▸ **Activity**
Pull every line that includes the word "Woodfield" out of the data below and copy it.

▸ **Dataset content**
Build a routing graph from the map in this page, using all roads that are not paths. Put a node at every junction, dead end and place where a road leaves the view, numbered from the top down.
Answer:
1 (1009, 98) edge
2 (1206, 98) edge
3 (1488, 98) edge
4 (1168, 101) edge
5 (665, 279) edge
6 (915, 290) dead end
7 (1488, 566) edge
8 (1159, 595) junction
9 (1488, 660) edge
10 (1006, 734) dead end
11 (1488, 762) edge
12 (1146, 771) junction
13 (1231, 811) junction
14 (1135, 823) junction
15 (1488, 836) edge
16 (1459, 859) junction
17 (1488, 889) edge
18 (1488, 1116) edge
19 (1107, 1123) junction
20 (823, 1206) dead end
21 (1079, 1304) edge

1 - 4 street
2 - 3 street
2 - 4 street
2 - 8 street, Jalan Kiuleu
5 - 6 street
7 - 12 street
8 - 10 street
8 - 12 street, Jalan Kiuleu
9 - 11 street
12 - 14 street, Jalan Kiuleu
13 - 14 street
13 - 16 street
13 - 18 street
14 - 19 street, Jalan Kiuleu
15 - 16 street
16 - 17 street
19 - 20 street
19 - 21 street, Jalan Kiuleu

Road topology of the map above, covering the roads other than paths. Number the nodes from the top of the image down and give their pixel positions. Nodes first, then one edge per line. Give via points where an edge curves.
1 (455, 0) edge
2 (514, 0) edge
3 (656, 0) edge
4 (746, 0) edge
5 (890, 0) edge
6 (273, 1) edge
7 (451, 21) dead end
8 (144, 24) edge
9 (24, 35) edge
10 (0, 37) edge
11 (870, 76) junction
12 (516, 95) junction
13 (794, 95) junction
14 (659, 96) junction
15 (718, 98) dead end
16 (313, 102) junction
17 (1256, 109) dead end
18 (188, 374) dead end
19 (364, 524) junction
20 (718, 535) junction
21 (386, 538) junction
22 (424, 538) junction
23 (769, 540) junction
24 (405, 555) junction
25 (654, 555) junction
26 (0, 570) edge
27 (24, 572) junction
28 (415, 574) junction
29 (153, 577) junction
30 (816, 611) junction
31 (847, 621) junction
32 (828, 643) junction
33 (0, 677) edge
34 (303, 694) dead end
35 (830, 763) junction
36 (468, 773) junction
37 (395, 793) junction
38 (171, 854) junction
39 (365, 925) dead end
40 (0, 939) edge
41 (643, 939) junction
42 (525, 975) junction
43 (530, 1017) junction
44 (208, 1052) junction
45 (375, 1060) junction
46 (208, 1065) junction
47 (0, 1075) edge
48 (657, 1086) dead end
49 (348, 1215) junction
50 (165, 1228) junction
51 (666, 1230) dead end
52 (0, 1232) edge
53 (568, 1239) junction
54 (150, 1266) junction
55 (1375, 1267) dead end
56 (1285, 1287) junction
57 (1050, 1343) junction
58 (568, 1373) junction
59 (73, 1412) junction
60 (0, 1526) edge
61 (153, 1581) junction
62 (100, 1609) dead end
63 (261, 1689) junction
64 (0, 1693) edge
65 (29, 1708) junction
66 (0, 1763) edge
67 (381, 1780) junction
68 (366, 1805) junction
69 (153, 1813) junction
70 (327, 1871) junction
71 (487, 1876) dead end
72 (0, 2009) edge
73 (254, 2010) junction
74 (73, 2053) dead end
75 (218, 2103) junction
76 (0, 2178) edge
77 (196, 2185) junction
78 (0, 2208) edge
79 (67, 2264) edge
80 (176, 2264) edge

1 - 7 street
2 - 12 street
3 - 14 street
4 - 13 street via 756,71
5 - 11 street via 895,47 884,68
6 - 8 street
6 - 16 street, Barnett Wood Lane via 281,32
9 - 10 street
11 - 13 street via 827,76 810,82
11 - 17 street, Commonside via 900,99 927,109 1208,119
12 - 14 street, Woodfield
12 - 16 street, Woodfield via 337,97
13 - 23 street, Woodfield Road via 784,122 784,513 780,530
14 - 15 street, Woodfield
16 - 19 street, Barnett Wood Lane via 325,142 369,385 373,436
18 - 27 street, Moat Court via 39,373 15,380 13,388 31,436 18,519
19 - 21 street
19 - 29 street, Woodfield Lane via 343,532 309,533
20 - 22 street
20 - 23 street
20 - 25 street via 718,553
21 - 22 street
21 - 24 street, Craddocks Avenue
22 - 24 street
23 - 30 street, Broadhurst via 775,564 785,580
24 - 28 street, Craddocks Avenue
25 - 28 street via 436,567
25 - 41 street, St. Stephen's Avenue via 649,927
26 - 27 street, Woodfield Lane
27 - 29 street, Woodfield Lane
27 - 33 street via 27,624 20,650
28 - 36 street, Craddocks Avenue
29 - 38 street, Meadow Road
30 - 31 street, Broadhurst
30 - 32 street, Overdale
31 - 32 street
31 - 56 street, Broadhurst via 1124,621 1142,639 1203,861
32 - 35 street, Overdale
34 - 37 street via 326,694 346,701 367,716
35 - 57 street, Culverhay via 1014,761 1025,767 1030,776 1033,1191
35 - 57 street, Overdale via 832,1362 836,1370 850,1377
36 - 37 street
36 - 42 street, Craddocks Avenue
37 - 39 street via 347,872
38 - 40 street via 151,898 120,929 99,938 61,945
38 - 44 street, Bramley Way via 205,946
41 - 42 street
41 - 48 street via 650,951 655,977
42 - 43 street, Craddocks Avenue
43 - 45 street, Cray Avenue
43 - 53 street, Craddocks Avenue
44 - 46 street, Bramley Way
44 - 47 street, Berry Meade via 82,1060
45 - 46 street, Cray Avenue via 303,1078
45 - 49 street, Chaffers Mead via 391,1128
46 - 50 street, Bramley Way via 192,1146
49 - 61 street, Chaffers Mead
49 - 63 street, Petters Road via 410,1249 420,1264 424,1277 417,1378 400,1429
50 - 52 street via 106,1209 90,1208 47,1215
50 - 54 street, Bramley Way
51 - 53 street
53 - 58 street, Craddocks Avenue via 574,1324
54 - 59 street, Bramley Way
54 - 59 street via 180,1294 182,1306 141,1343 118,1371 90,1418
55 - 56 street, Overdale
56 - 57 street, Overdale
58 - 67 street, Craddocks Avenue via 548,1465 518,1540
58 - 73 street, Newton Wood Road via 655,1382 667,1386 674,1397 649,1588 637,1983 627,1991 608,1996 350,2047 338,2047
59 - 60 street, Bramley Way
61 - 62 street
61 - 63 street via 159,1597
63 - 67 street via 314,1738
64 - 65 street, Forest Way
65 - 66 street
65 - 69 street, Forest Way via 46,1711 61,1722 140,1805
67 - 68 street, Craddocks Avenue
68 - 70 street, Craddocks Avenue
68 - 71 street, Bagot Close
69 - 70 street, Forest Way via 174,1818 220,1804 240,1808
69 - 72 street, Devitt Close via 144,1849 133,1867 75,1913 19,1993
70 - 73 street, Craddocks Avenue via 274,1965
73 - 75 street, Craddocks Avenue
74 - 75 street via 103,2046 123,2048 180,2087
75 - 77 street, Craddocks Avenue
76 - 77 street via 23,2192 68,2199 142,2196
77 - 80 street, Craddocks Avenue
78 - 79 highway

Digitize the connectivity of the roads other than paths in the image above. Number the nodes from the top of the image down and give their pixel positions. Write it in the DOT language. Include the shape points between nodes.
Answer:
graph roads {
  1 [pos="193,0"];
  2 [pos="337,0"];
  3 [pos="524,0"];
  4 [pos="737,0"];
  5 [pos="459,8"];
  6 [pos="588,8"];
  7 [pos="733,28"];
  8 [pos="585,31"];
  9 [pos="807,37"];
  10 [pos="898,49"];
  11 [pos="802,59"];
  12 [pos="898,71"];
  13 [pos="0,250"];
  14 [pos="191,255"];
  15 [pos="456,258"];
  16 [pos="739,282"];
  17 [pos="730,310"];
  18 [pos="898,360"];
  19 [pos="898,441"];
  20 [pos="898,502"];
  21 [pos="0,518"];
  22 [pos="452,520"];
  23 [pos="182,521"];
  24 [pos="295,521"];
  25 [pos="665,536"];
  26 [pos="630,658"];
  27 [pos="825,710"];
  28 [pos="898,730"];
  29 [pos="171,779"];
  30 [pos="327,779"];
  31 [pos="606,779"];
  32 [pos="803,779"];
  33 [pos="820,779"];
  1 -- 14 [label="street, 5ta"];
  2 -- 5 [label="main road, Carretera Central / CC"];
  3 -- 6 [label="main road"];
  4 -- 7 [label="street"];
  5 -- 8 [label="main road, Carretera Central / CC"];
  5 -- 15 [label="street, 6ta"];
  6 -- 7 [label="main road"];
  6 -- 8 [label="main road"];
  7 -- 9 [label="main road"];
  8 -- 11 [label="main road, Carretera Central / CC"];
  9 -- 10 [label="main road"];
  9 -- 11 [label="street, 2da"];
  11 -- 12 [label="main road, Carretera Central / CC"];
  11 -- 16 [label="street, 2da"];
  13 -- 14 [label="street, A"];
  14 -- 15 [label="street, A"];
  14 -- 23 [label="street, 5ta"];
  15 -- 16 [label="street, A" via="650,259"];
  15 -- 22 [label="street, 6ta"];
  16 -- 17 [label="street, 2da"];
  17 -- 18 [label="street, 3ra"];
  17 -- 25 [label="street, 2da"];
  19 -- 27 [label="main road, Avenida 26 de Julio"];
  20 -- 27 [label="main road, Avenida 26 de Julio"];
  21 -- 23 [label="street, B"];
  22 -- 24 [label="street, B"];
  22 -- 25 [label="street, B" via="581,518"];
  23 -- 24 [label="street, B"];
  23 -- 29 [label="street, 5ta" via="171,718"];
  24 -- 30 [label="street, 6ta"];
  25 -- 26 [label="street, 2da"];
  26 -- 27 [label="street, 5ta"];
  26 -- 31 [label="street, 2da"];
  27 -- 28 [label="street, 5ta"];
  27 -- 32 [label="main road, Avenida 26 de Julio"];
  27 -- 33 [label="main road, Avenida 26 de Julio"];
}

▸ **Exercise result**
12 - 14 street, Woodfield
12 - 16 street, Woodfield via 337,97
13 - 23 street, Woodfield Road via 784,122 784,513 780,530
14 - 15 street, Woodfield
19 - 29 street, Woodfield Lane via 343,532 309,533
26 - 27 street, Woodfield Lane
27 - 29 street, Woodfield Lane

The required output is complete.